The article titled “Application of Machine Learning in Modeling the Relationship between Catchment Attributes and Instream Water Quality in Data-Scarce Regions”, highlights the efficacy of machine learning methods [16] in predicting and evaluating water quality parameters within a catchment area. Among these methods, the random forest (RF) model is the most effective, providing a robust tool for accurate and efficient water quality assessment. While certain models may exhibit shortcomings in specific criteria, a nuanced assessment using relative criteria such as accuracy (R²) and mean absolute percentage error (MAPE) underscores the overall robustness of predictive models. Evaluation of R² values indicates satisfactory performance across all models except pH prediction. Despite slightly elevated MAPE values in five models (SAR, Na⁺, SO₄, Cl⁻, TDS), the primary research objective—understanding the significance of individual input variables within data constraints—was achieved. This accomplishment lays the groundwork for selecting and implementing optimal models from a broader spectrum of machine-learning techniques.

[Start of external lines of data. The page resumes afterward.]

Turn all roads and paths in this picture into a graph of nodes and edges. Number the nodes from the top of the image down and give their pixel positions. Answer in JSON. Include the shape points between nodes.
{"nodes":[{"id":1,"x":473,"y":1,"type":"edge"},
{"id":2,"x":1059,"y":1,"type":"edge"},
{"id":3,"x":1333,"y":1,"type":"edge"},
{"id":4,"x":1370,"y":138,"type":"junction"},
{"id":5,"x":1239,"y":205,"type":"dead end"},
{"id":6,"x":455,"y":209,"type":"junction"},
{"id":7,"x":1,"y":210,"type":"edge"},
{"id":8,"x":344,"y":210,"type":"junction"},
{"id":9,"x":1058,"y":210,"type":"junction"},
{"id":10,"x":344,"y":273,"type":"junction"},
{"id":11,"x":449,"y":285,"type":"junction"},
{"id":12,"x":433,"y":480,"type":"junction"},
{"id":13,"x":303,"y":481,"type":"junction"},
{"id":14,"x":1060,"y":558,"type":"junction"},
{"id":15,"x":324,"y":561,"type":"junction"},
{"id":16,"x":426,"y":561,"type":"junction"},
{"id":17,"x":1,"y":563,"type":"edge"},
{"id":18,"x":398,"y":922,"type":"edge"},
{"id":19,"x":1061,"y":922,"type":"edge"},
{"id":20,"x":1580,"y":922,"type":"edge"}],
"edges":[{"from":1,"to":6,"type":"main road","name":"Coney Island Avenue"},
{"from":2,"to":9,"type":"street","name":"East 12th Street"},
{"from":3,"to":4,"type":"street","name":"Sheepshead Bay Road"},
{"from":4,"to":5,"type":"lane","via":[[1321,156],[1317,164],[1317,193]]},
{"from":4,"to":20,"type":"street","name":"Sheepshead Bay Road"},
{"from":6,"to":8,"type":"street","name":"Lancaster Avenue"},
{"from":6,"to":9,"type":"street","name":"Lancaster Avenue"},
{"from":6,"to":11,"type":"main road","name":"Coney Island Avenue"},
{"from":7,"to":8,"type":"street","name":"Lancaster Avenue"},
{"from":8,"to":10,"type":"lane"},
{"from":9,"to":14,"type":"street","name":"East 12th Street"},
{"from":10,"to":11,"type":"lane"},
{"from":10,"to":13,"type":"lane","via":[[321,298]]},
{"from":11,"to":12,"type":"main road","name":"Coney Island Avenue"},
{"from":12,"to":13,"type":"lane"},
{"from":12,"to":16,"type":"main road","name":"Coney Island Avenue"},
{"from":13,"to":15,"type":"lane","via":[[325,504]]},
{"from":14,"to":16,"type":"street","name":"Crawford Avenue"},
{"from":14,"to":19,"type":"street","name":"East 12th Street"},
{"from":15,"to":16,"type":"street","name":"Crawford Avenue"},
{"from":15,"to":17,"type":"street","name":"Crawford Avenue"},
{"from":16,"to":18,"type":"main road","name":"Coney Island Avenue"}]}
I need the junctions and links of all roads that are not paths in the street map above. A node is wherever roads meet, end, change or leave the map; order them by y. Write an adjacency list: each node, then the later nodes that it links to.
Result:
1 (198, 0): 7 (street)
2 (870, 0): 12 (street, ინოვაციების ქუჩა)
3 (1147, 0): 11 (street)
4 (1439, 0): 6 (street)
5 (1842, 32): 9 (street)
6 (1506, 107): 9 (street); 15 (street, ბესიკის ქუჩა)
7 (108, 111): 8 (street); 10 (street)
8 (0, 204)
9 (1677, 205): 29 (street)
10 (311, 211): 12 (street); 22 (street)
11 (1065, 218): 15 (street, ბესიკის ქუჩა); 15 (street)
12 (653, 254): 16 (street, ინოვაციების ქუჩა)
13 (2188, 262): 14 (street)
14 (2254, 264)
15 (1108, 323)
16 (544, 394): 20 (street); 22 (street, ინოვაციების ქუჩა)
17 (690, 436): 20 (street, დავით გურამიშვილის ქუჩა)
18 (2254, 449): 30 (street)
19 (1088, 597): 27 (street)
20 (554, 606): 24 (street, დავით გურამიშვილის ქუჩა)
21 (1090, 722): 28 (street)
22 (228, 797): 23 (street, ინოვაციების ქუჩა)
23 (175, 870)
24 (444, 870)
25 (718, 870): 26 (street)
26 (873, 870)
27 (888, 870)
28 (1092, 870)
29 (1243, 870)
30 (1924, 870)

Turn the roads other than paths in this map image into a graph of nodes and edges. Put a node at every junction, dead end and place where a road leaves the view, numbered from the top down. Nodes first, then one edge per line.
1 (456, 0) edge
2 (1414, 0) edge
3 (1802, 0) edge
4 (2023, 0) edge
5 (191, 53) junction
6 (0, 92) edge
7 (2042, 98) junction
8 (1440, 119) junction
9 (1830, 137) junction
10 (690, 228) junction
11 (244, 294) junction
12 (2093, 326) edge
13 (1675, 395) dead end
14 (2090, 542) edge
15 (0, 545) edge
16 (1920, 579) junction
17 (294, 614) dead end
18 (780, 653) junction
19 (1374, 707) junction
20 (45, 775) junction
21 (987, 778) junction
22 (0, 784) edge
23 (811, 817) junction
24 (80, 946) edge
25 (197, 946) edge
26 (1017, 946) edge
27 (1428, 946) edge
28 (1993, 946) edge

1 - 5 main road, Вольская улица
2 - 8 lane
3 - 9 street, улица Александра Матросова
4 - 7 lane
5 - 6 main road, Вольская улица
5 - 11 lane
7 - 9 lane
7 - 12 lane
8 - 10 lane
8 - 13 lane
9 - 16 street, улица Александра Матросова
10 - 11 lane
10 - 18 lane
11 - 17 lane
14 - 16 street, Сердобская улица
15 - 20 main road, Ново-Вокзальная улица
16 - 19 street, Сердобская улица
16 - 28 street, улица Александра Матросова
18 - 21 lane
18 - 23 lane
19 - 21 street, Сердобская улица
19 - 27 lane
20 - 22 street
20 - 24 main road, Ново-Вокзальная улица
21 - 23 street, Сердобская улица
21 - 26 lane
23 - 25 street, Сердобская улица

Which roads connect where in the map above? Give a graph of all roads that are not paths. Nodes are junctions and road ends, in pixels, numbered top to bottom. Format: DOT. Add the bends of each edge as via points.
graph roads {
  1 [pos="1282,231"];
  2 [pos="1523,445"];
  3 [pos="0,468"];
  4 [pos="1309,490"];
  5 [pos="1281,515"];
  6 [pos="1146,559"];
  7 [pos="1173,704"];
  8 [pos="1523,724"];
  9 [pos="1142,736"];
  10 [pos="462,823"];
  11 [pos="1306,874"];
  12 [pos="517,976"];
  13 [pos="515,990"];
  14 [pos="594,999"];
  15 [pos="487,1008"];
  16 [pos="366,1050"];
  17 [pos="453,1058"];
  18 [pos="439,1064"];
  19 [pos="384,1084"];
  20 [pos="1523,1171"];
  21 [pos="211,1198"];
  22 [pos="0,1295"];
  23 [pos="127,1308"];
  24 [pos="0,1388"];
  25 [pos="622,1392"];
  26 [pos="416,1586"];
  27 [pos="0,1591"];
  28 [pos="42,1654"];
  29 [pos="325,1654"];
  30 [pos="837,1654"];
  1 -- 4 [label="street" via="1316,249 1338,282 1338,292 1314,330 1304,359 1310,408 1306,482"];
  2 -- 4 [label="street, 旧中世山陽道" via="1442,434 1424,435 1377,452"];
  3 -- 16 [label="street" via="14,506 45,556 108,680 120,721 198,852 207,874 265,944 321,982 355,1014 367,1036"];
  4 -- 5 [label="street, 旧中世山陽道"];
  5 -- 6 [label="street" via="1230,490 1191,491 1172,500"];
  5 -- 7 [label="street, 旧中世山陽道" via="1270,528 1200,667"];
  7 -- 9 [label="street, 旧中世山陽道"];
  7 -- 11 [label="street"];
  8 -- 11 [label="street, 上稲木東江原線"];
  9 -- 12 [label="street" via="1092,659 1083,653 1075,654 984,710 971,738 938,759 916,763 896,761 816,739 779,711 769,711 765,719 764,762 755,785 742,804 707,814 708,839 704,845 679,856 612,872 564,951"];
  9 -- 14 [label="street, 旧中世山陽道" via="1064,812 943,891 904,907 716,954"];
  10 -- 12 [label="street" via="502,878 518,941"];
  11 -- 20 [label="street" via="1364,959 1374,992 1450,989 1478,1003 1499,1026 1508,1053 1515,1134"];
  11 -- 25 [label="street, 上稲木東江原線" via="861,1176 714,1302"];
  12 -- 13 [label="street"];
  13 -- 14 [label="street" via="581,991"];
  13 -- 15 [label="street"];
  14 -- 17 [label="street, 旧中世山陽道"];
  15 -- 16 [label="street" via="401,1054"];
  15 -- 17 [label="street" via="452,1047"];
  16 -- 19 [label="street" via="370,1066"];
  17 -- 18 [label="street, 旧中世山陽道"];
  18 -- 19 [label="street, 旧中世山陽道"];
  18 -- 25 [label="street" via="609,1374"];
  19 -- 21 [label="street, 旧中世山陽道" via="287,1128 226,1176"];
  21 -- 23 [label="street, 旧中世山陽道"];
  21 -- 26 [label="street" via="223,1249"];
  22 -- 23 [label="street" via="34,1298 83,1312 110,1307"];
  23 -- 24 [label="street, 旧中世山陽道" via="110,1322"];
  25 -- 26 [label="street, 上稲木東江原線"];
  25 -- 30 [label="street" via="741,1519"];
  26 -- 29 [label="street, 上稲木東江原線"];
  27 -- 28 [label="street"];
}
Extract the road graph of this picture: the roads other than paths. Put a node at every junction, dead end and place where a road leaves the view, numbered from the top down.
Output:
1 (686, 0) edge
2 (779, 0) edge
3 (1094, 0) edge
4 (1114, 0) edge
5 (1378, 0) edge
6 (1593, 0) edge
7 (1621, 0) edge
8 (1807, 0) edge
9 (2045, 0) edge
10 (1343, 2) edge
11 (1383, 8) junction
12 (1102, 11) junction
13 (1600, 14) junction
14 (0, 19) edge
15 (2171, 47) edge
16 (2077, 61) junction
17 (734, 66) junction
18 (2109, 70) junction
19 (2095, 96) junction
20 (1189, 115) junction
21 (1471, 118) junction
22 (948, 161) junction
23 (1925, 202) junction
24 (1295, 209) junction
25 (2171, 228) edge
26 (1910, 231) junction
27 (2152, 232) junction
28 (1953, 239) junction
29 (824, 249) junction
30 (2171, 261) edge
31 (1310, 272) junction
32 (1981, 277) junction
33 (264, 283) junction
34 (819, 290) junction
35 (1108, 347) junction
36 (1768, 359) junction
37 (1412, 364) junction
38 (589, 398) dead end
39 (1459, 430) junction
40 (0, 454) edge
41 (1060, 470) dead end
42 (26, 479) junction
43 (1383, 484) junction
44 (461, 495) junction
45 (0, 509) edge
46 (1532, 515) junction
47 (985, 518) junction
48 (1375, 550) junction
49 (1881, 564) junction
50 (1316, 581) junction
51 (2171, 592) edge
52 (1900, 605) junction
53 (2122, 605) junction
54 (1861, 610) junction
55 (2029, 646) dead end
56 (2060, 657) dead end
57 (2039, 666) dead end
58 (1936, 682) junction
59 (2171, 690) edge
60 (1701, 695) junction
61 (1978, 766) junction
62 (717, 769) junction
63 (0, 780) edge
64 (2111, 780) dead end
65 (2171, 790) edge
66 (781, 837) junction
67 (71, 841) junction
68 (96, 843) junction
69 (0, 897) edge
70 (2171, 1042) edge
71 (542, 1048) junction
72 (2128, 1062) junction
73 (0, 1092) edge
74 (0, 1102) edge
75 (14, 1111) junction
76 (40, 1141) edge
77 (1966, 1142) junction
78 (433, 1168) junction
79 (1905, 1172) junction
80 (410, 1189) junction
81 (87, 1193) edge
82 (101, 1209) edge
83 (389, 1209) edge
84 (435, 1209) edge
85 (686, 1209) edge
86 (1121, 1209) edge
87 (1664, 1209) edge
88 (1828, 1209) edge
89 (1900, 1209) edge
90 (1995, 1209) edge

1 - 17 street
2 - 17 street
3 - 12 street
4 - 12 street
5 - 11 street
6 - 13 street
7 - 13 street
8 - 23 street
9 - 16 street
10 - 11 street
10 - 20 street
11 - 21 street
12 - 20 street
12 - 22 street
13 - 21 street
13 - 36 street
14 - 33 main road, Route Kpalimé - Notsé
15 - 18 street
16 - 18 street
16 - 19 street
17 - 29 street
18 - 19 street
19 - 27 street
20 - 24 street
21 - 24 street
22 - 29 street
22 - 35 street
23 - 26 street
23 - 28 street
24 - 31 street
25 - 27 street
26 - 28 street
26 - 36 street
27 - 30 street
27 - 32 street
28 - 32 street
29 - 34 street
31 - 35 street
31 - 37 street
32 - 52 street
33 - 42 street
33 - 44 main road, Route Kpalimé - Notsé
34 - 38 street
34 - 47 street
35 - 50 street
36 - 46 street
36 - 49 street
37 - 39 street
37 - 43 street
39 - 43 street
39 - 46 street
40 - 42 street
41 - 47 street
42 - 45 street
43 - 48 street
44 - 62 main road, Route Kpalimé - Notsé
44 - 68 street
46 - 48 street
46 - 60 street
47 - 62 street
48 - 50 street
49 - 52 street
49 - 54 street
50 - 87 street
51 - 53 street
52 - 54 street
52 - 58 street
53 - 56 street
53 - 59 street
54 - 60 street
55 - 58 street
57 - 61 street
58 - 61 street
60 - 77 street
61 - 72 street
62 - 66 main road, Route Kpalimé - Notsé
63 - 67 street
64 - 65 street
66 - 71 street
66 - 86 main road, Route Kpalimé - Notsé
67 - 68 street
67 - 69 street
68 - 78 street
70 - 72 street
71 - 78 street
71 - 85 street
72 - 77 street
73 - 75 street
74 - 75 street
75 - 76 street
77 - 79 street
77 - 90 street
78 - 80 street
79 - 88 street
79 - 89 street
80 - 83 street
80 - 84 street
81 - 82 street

Integrating these research findings into decision-making processes offers transformative opportunities for strategic resource allocation and environmental impact mitigation. Furthermore, this integration empowers decision makers to adopt targeted strategies for promoting environmental sustainability, contributing to the broader objective of nurturing resilient water ecosystems. This approach signifies a practical pathway towards achieving a delicate balance between human activities and ecological preservation, actively promoting sustainable water ecosystems.

Finally, we sincerely thank the authors, reviewers, and editorial team for their invaluable contributions to this Special Issue. The research presented here will catalyze continued progress in environmental science and contribute to our ongoing efforts to safeguard our precious natural resources. Working together, we can strive towards a cleaner, healthier, and more sustainable planet for future generations.